Orlando Sentinel

Study: College sports still trail pros in diversity

- By Aaron Beard

A diversity study for racial and gender hiring across college sports found little change in scores that continue to lag behind the profession­al ranks.

Wednesday’s report card from The Institute for Diversity and Ethics in Sport (TIDES) at UCF assigned an overall C-plus grade, a B for racial hiring and a C-plus for gender hiring for the 2019-20 sports season. Those were the same grades from last year in the report, which examines a range of positions including leadership at the NCAA headquarte­rs, conference commission­ers, athletics directors and head coaches across Divisions I, II and III.

The numeric scores fluctuated slightly and remained at the higher end since researcher­s revised the grading scale for the 2015-16 report to account for changing national demographi­cs.

But they again trailed those of profession­al leagues reviewed in other TIDES studies: the NBA, NFL, Major League Baseball, Major League Soccer and the WNBA. And it followed last month’s study that reported a significan­t “underrepre­sentation” of women and people of color in leadership positions at the Football Bowl Subdivisio­n level of college athletics.

More concerning, lead report author and institute director Richard Lapchick said, was the fact that there has been little progress in many areas from a decade or more ago.

“When you put it in a historical perspectiv­e of some of the really important positions, the numbers are barely moving” from past years, Lapchick said in an interview with the Associated Press.

This year’s study found declines in people of color serving as head coaches for all men’s and women’s Division I teams overall, as well as men’s and women’s basketball specifical­ly.
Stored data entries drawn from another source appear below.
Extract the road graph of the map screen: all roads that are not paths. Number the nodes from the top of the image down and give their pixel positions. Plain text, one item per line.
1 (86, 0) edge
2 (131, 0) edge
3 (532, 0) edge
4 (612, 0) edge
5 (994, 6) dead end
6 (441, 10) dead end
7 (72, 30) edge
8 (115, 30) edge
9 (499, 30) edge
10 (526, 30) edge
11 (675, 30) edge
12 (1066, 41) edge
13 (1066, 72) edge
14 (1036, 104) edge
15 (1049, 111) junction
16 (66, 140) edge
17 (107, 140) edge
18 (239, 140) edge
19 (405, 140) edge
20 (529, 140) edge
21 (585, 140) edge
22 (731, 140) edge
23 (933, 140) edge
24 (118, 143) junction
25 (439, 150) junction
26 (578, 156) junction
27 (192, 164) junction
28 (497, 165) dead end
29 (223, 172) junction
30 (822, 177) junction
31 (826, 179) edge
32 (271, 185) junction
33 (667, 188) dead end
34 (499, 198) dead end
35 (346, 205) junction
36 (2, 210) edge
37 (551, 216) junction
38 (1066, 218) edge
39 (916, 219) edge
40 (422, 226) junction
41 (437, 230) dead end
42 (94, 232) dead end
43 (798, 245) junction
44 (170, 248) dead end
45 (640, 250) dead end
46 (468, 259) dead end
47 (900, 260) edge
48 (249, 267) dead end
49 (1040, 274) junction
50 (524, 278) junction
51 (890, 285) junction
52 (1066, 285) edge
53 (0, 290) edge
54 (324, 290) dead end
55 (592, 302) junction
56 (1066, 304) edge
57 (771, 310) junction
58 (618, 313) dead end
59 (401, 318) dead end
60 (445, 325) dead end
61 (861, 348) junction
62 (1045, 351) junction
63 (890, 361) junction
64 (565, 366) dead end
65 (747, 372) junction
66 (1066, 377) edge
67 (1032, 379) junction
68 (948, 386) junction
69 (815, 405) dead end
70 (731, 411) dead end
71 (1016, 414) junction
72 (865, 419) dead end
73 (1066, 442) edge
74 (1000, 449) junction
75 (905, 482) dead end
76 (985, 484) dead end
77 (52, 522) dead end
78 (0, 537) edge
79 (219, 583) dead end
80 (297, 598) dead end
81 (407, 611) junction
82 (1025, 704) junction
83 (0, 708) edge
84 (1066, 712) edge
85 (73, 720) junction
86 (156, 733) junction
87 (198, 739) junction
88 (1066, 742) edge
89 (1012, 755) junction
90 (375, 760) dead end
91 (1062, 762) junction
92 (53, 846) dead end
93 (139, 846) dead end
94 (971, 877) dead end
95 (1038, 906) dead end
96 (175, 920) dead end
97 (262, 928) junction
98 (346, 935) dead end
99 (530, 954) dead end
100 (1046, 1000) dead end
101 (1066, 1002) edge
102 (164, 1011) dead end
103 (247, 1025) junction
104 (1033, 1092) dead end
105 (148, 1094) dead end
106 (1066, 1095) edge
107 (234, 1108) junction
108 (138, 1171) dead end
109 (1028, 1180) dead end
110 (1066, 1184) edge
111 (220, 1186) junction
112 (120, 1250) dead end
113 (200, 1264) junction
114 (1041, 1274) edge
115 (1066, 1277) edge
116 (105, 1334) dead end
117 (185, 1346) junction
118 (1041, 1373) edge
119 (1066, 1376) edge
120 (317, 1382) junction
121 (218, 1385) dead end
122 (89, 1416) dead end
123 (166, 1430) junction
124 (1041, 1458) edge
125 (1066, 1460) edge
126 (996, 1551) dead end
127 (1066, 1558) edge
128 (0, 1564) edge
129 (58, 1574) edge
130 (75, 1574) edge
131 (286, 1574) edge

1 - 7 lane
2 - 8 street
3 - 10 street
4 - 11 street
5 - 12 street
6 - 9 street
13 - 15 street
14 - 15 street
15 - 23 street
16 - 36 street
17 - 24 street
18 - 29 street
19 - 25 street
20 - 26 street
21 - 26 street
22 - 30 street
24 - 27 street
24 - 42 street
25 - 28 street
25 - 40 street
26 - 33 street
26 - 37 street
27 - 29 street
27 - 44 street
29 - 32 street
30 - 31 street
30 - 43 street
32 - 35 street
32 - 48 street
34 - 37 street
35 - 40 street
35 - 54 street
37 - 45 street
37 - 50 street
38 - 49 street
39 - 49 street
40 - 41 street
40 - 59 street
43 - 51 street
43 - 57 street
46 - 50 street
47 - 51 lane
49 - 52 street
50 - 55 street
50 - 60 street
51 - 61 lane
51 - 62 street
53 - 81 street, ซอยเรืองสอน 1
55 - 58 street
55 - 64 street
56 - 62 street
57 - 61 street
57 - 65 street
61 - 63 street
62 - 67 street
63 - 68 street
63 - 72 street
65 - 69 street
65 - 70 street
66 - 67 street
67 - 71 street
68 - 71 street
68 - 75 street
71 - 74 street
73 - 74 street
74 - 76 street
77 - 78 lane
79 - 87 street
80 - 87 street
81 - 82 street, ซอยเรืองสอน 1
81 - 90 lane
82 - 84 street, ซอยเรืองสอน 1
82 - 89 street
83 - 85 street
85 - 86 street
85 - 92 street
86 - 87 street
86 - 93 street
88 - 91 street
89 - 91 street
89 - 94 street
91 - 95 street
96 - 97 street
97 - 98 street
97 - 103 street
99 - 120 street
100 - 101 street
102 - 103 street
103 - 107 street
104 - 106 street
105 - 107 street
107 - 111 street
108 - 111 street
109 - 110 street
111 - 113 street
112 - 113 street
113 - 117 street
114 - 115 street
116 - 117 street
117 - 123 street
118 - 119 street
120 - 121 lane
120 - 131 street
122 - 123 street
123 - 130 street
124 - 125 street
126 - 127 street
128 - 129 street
The percentage of Division I football head-coaching positions held by people of color increased slightly to 10.6%, up from 10.3% a year earlier.
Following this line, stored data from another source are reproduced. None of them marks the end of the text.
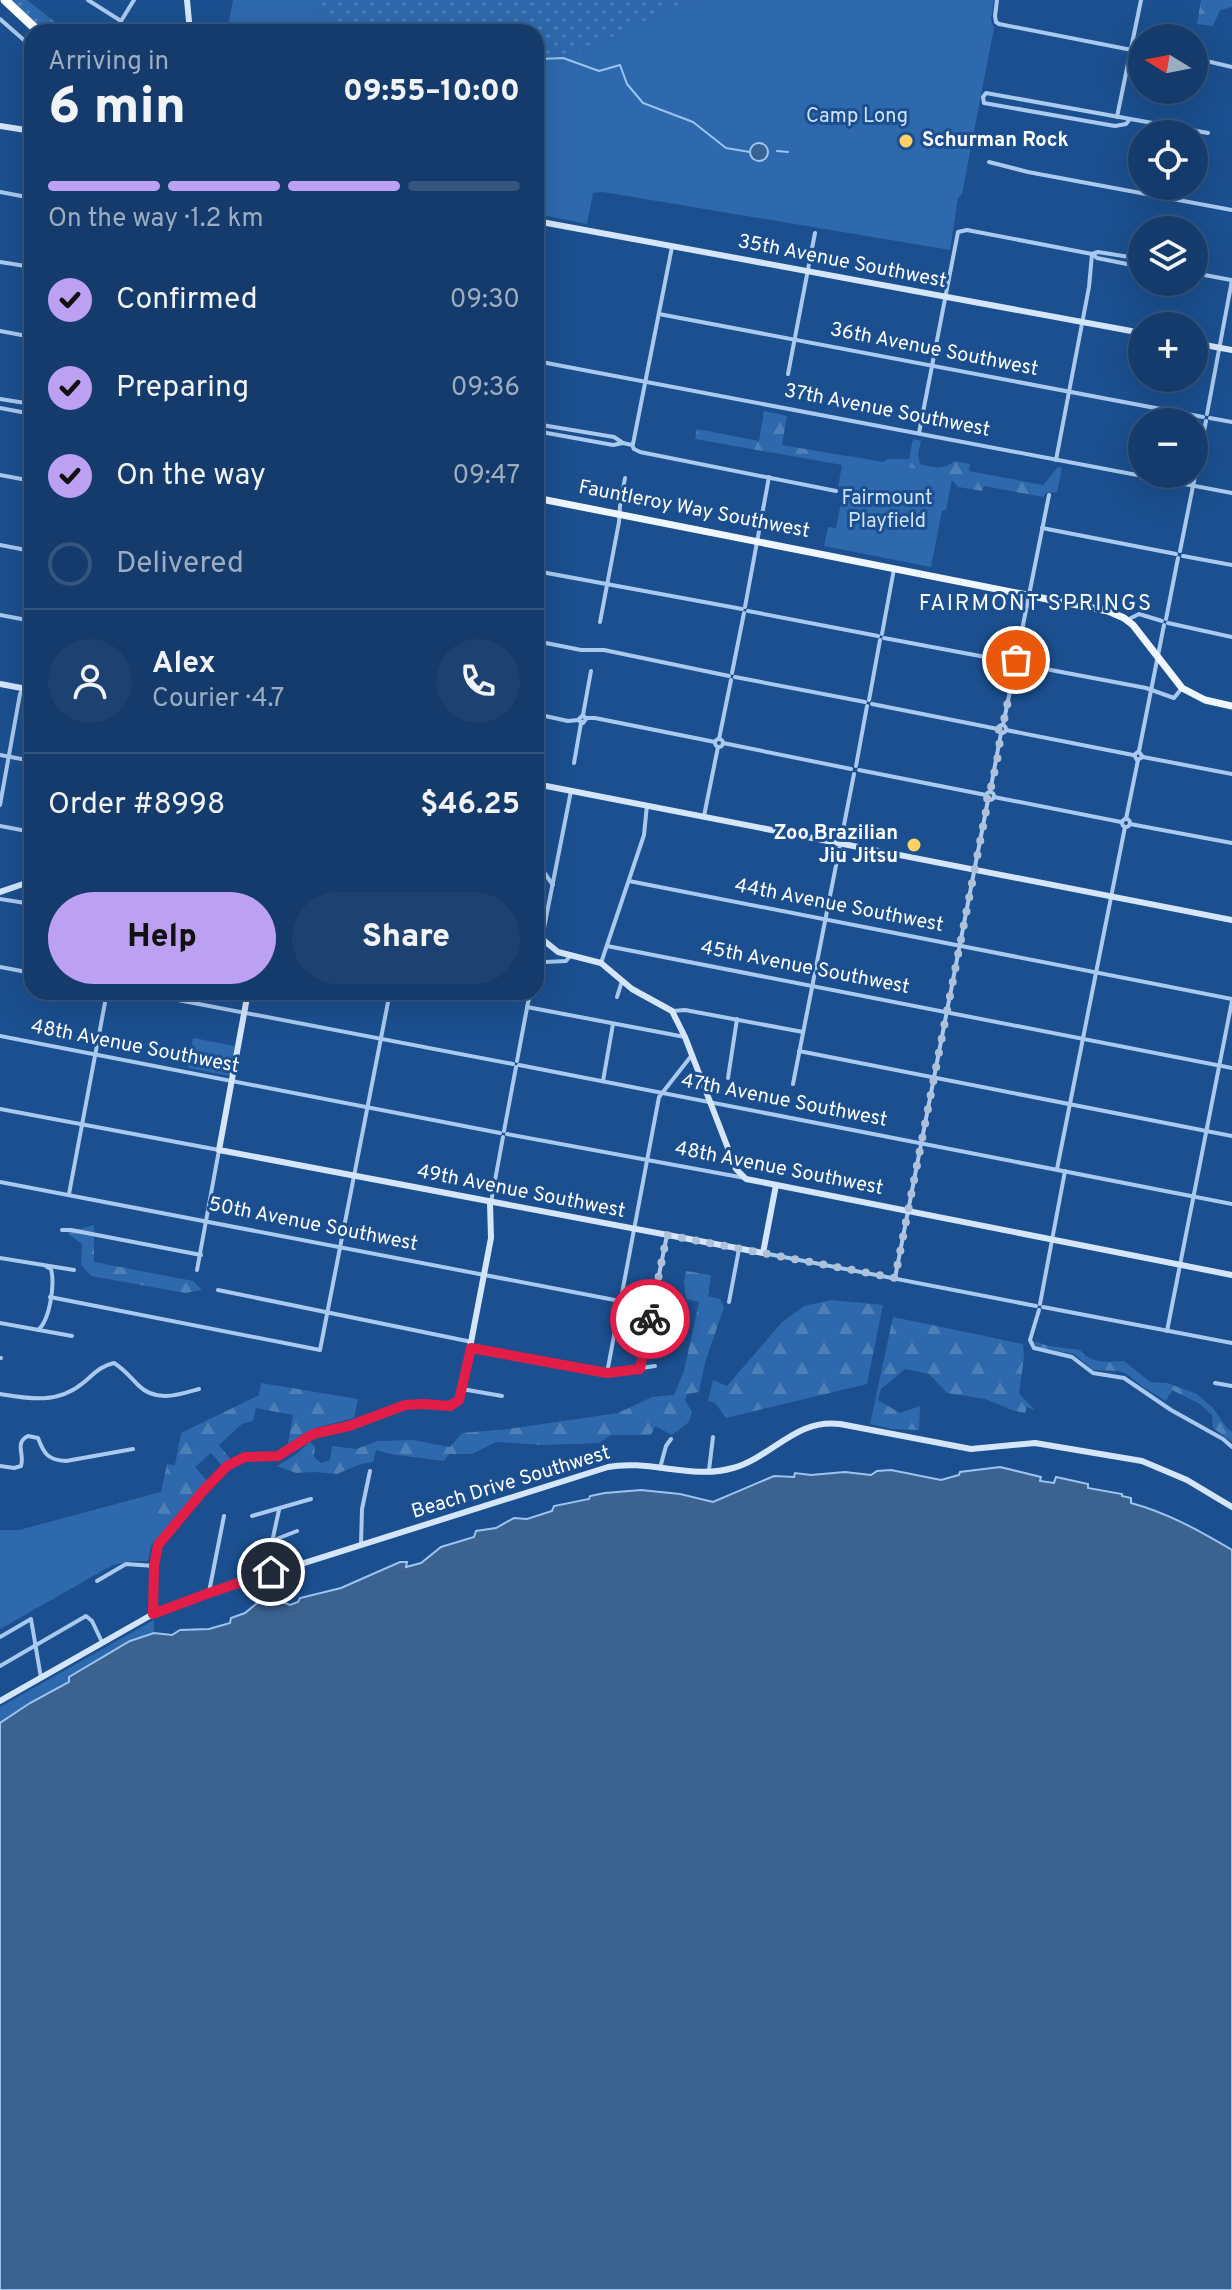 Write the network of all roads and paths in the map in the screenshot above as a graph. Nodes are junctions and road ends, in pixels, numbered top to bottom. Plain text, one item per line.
1 (5, 0) edge
2 (88, 0) edge
3 (134, 0) edge
4 (187, 0) edge
5 (997, 0) edge
6 (1141, 0) edge
7 (0, 4) edge
8 (0, 19) edge
9 (121, 21) junction
10 (30, 24) edge
11 (120, 24) edge
12 (189, 24) edge
13 (1136, 24) edge
14 (24, 26) edge
15 (24, 40) edge
16 (1128, 50) edge
17 (1208, 61) edge
18 (1128, 65) edge
19 (1232, 67) edge
20 (1117, 117) junction
21 (1130, 119) junction
22 (1136, 120) edge
23 (0, 126) edge
24 (24, 130) edge
25 (989, 162) dead end
26 (0, 192) edge
27 (24, 196) edge
28 (1232, 210) edge
29 (544, 223) edge
30 (815, 233) dead end
31 (672, 247) junction
32 (1092, 254) junction
33 (1128, 257) edge
34 (0, 262) edge
35 (1128, 264) edge
36 (24, 266) edge
37 (808, 271) junction
38 (1208, 276) edge
39 (1232, 280) edge
40 (945, 297) junction
41 (659, 314) junction
42 (1083, 322) junction
43 (1128, 330) edge
44 (0, 331) edge
45 (24, 336) edge
46 (795, 340) junction
47 (1208, 346) edge
48 (1220, 348) junction
49 (1232, 350) edge
50 (544, 363) edge
51 (932, 366) junction
52 (788, 374) dead end
53 (646, 382) junction
54 (1069, 391) junction
55 (0, 399) edge
56 (24, 403) edge
57 (0, 408) edge
58 (1155, 408) edge
59 (1208, 408) edge
60 (24, 412) edge
61 (1208, 418) edge
62 (1232, 422) edge
63 (544, 425) edge
64 (544, 432) edge
65 (919, 433) junction
66 (623, 443) junction
67 (632, 445) junction
68 (1056, 460) junction
69 (1128, 474) edge
70 (0, 475) edge
71 (769, 477) junction
72 (625, 478) dead end
73 (24, 480) edge
74 (1192, 488) edge
75 (1203, 488) edge
76 (836, 491) dead end
77 (1232, 493) edge
78 (1049, 495) dead end
79 (544, 499) edge
80 (620, 513) junction
81 (1042, 528) junction
82 (757, 541) junction
83 (0, 545) edge
84 (24, 550) edge
85 (1179, 555) junction
86 (1232, 565) edge
87 (894, 568) junction
88 (544, 572) edge
89 (607, 584) junction
90 (1029, 594) junction
91 (745, 610) junction
92 (0, 615) edge
93 (24, 620) edge
94 (1127, 620) junction
95 (600, 622) dead end
96 (1165, 622) junction
97 (881, 637) junction
98 (1232, 637) edge
99 (544, 643) edge
100 (1158, 658) junction
101 (1015, 663) junction
102 (591, 671) dead end
103 (732, 676) junction
104 (0, 684) edge
105 (23, 688) joint
106 (1182, 688) junction
107 (1152, 691) junction
108 (868, 703) junction
109 (1232, 706) edge
110 (544, 716) edge
111 (584, 717) junction
112 (580, 722) junction
113 (1002, 729) junction
114 (719, 743) junction
115 (0, 755) edge
116 (1138, 756) junction
117 (9, 757) junction
118 (24, 760) edge
119 (574, 763) dead end
120 (855, 770) junction
121 (1232, 774) edge
122 (544, 786) edge
123 (571, 791) junction
124 (989, 796) junction
125 (0, 805) edge
126 (647, 805) junction
127 (704, 816) junction
128 (1126, 823) junction
129 (0, 826) edge
130 (24, 830) edge
131 (841, 843) junction
132 (1232, 843) edge
133 (975, 870) junction
134 (544, 872) edge
135 (629, 881) junction
136 (24, 884) edge
137 (553, 885) junction
138 (0, 892) edge
139 (1111, 896) junction
140 (0, 899) edge
141 (24, 903) edge
142 (825, 919) junction
143 (1232, 920) edge
144 (544, 930) edge
145 (544, 942) edge
146 (607, 946) junction
147 (960, 946) junction
148 (570, 956) junction
149 (544, 963) edge
150 (601, 963) junction
151 (0, 967) edge
152 (24, 972) edge
153 (1095, 973) junction
154 (622, 981) junction
155 (812, 986) junction
156 (617, 997) dead end
157 (105, 1000) edge
158 (179, 1000) edge
159 (246, 1000) edge
160 (388, 1000) edge
161 (529, 1000) edge
162 (1232, 1000) edge
163 (527, 1007) junction
164 (672, 1011) junction
165 (244, 1012) junction
166 (947, 1012) junction
167 (737, 1019) junction
168 (613, 1024) junction
169 (803, 1032) junction
170 (0, 1036) edge
171 (685, 1037) junction
172 (381, 1038) junction
173 (1083, 1039) junction
174 (799, 1051) junction
175 (95, 1054) junction
176 (692, 1055) junction
177 (516, 1064) junction
178 (1219, 1066) junction
179 (1232, 1068) edge
180 (934, 1077) junction
181 (728, 1078) dead end
182 (232, 1081) junction
183 (603, 1081) junction
184 (793, 1084) dead end
185 (661, 1093) junction
186 (710, 1103) junction
187 (1070, 1104) junction
188 (368, 1108) junction
189 (0, 1109) edge
190 (82, 1125) junction
191 (1206, 1131) junction
192 (504, 1134) junction
193 (1232, 1136) edge
194 (921, 1144) junction
195 (219, 1150) junction
196 (647, 1161) junction
197 (1057, 1169) junction
198 (1065, 1171) junction
199 (355, 1176) junction
200 (746, 1179) junction
201 (0, 1182) edge
202 (776, 1185) junction
203 (68, 1195) junction
204 (1193, 1196) junction
205 (490, 1203) junction
206 (1232, 1204) edge
207 (908, 1210) junction
208 (206, 1220) junction
209 (634, 1229) junction
210 (62, 1230) dead end
211 (667, 1235) junction
212 (1053, 1239) junction
213 (341, 1247) junction
214 (739, 1249) junction
215 (763, 1253) junction
216 (201, 1255) junction
217 (0, 1258) edge
218 (1180, 1264) junction
219 (46, 1266) junction
220 (74, 1270) dead end
221 (197, 1270) dead end
222 (484, 1275) junction
223 (1232, 1275) edge
224 (895, 1278) junction
225 (218, 1290) dead end
226 (50, 1297) junction
227 (620, 1301) junction
228 (729, 1302) dead end
229 (652, 1306) junction
230 (1039, 1307) junction
231 (674, 1310) dead end
232 (328, 1314) junction
233 (0, 1323) edge
234 (38, 1330) junction
235 (1167, 1331) junction
236 (72, 1336) dead end
237 (1232, 1343) edge
238 (471, 1345) junction
239 (655, 1366) dead end
240 (640, 1369) junction
241 (607, 1373) junction
242 (1215, 1383) dead end
243 (1232, 1386) edge
244 (199, 1389) dead end
245 (462, 1389) junction
246 (0, 1394) edge
247 (502, 1396) dead end
248 (713, 1437) dead end
249 (671, 1439) dead end
250 (1232, 1447) edge
251 (133, 1449) dead end
252 (0, 1466) edge
253 (660, 1468) junction
254 (370, 1471) dead end
255 (708, 1472) junction
256 (311, 1499) dead end
257 (1232, 1507) edge
258 (279, 1510) junction
259 (224, 1516) dead end
260 (252, 1516) dead end
261 (297, 1531) dead end
262 (272, 1540) junction
263 (256, 1543) dead end
264 (361, 1544) junction
265 (154, 1566) junction
266 (265, 1574) junction
267 (97, 1581) dead end
268 (209, 1593) junction
269 (153, 1614) junction
270 (0, 1637) edge
271 (102, 1642) junction
272 (36, 1645) junction
273 (0, 1666) edge
274 (41, 1678) junction
275 (0, 1701) edge

1 - 10 highway
2 - 9 street
3 - 9 street
4 - 12 main road
5 - 16 street
6 - 13 street
7 - 14 highway
8 - 15 street
9 - 11 street
17 - 19 street
18 - 20 street
20 - 21 street
20 - 21 street
21 - 22 street
23 - 24 main road
25 - 28 street
26 - 27 street
29 - 31 main road, 35th Avenue Southwest
30 - 37 street
31 - 37 main road, 35th Avenue Southwest
31 - 41 street
32 - 33 street
32 - 35 street
32 - 40 street
32 - 42 street
34 - 36 street
37 - 40 main road, 35th Avenue Southwest
37 - 46 street
38 - 39 street
39 - 48 street
40 - 42 main road, 35th Avenue Southwest
40 - 51 street
41 - 46 street, 36th Avenue Southwest
41 - 53 street
42 - 43 main road, 35th Avenue Southwest
42 - 54 street
44 - 45 street
46 - 51 street, 36th Avenue Southwest
46 - 52 street
47 - 48 main road
48 - 49 main road
48 - 59 street
50 - 53 street, 37th Avenue Southwest
51 - 54 street, 36th Avenue Southwest
51 - 65 street
53 - 65 street, 37th Avenue Southwest
53 - 67 street
54 - 58 street, 36th Avenue Southwest
54 - 68 street
55 - 56 street
57 - 60 street
61 - 62 street, 36th Avenue Southwest
63 - 66 street
64 - 66 street
65 - 68 street, 37th Avenue Southwest
66 - 67 street
67 - 71 street
68 - 69 street, 37th Avenue Southwest
70 - 73 street
71 - 76 street
71 - 82 street
72 - 80 street
74 - 85 street
75 - 77 street, 37th Avenue Southwest
78 - 81 street
79 - 80 main road, Fauntleroy Way Southwest
80 - 82 main road, Fauntleroy Way Southwest
80 - 89 street
81 - 85 street
81 - 90 street
82 - 87 main road, Fauntleroy Way Southwest
82 - 91 street
83 - 84 street
85 - 86 street
85 - 96 street
87 - 90 main road, Fauntleroy Way Southwest
87 - 97 street
88 - 89 street
89 - 91 street
89 - 95 street
90 - 94 main road, Fauntleroy Way Southwest
90 - 101 street
91 - 97 street
91 - 103 street
92 - 93 street
94 - 96 street
94 - 100 main road, Fauntleroy Way Southwest
96 - 98 street
96 - 100 street
97 - 101 street
97 - 108 street
99 - 103 street
100 - 106 main road, Fauntleroy Way Southwest
100 - 107 street
101 - 107 street
101 - 113 street
102 - 111 street
103 - 108 street
103 - 114 street
104 - 105 main road
105 - 117 street
106 - 107 street
106 - 109 main road, Fauntleroy Way Southwest
107 - 116 street
108 - 113 street
108 - 120 street
110 - 112 street
111 - 112 street
111 - 114 street
112 - 119 street
113 - 116 street
113 - 124 street
114 - 120 street
114 - 127 street
115 - 117 street
116 - 121 street
116 - 128 street
117 - 118 street
117 - 125 street
120 - 124 street
120 - 131 street
122 - 123 main road
123 - 126 main road
123 - 137 street
124 - 128 street
124 - 133 street
126 - 127 main road
126 - 135 street
127 - 131 main road
128 - 132 street
128 - 139 street
129 - 130 street
131 - 133 main road
131 - 142 street
133 - 139 main road
133 - 147 street
134 - 137 street
135 - 142 street, 44th Avenue Southwest
135 - 146 street
136 - 138 main road
137 - 144 street
139 - 143 main road
139 - 153 street
140 - 141 street
142 - 147 street, 44th Avenue Southwest
142 - 155 street
145 - 148 main road
146 - 150 street
146 - 155 street, 45th Avenue Southwest
147 - 153 street, 44th Avenue Southwest
147 - 166 street
148 - 149 street
148 - 150 main road
150 - 154 main road
151 - 152 street
153 - 162 street, 44th Avenue Southwest
153 - 173 street
154 - 156 street
154 - 164 main road
155 - 166 street, 45th Avenue Southwest
155 - 169 street
157 - 175 street
158 - 165 street, 47th Avenue Southwest
159 - 165 main road
160 - 172 street
161 - 163 street
162 - 178 street
163 - 168 street
163 - 177 street
164 - 167 street
164 - 171 main road
165 - 172 street, 47th Avenue Southwest
165 - 182 main road
166 - 173 street, 45th Avenue Southwest
166 - 180 street
167 - 169 street
167 - 181 street
168 - 171 street
168 - 183 street
169 - 174 street
170 - 175 street, 48th Avenue Southwest
171 - 176 main road
172 - 177 street, 47th Avenue Southwest
172 - 188 street
173 - 178 street, 45th Avenue Southwest
173 - 187 street
174 - 180 street
174 - 184 street
175 - 182 street, 48th Avenue Southwest
175 - 190 street
176 - 185 street
176 - 186 main road
177 - 183 street, 47th Avenue Southwest
177 - 192 street
178 - 179 street, 45th Avenue Southwest
178 - 191 street
180 - 187 street
180 - 194 street
182 - 188 street, 48th Avenue Southwest
182 - 195 main road
183 - 185 street, 47th Avenue Southwest
185 - 186 street, 47th Avenue Southwest
185 - 196 street
186 - 194 street, 47th Avenue Southwest
186 - 200 main road
187 - 191 street
187 - 197 street
188 - 192 street, 48th Avenue Southwest
188 - 199 street
189 - 190 street, 49th Avenue Southwest
190 - 195 street, 49th Avenue Southwest
190 - 203 street
191 - 193 street
191 - 204 street
192 - 196 street, 48th Avenue Southwest
192 - 205 street
194 - 197 street, 47th Avenue Southwest
194 - 207 street
195 - 199 main road, 49th Avenue Southwest
195 - 208 street
196 - 200 street, 48th Avenue Southwest
196 - 209 street
197 - 198 street, 47th Avenue Southwest
198 - 204 street, 47th Avenue Southwest
198 - 212 street
199 - 205 main road, 49th Avenue Southwest
199 - 213 street
200 - 202 main road, 48th Avenue Southwest
201 - 203 street, 50th Avenue Southwest
202 - 207 main road, 48th Avenue Southwest
202 - 215 main road
203 - 208 street, 50th Avenue Southwest
204 - 206 street, 47th Avenue Southwest
204 - 218 street
205 - 209 main road, 49th Avenue Southwest
205 - 222 main road
207 - 212 main road, 48th Avenue Southwest
207 - 224 street
208 - 213 street, 50th Avenue Southwest
208 - 216 street
209 - 211 main road, 49th Avenue Southwest
209 - 227 street
210 - 216 street
211 - 214 main road, 49th Avenue Southwest
211 - 229 street
212 - 218 main road, 48th Avenue Southwest
212 - 230 street
213 - 222 street, 50th Avenue Southwest
213 - 232 street
214 - 215 main road, 49th Avenue Southwest
214 - 228 street
215 - 224 street, 49th Avenue Southwest
216 - 221 street
217 - 219 street
218 - 223 main road, 48th Avenue Southwest
218 - 235 street
219 - 220 street
219 - 226 street
222 - 227 street, 50th Avenue Southwest
222 - 238 main road
224 - 230 street, 49th Avenue Southwest
225 - 232 street
226 - 232 street
226 - 234 street
227 - 241 street
229 - 231 street
229 - 240 street
230 - 235 street, 49th Avenue Southwest
230 - 250 street
232 - 238 street
233 - 234 street
234 - 236 street
235 - 237 street, 49th Avenue Southwest
238 - 241 street
238 - 245 main road
239 - 240 street
240 - 241 street
242 - 243 street
244 - 246 street
245 - 247 street
245 - 265 main road
248 - 255 street
249 - 253 street
251 - 252 street
253 - 255 main road, Beach Drive Southwest
253 - 264 main road, Beach Drive Southwest
254 - 264 street
255 - 257 main road, Beach Drive Southwest
256 - 258 street
258 - 260 street
258 - 262 street
259 - 268 street
261 - 262 street
262 - 263 street
262 - 266 street
264 - 266 main road, Beach Drive Southwest
265 - 267 street
265 - 269 main road
266 - 268 main road, Beach Drive Southwest
268 - 269 main road, Beach Drive Southwest
269 - 271 main road, Beach Drive Southwest
270 - 272 street
271 - 272 street
271 - 274 main road, Beach Drive Southwest
272 - 273 street
272 - 274 street
274 - 275 main road, Beach Drive Southwest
The study also found that white men continue to hold most positions as athletics director in Division I (72.3%), Division II (70.8%) and Division III (61.6%).

The NCAA headquarte­rs earned high marks with a B-plus in racial hiring for both senior leadership and profession­al positions, along with an A-plus for gender in each area.

The report’s overall score was a 78.6, down from a 78.7 a year earlier. That came after the racial hiring score (80.2) fell 1.4 points while the gender hiring score (77) climbed 1.2 points. Still, the lack of broader progress over years stood out.

Lapchick said 76.3% of administra­tors at the NCAA headquarte­rs are white, a figure that remains almost unchanged from 2000 (76.6%). Whites held 86.5% of positions as Division I conference commission­ers for the 2007-08 sports year, and that figure now stands at 86.7%. And women have gone from holding 39.5% of positions as head coach for women’s teams across all three divisions for the 2010-11 season to 41% today, he said.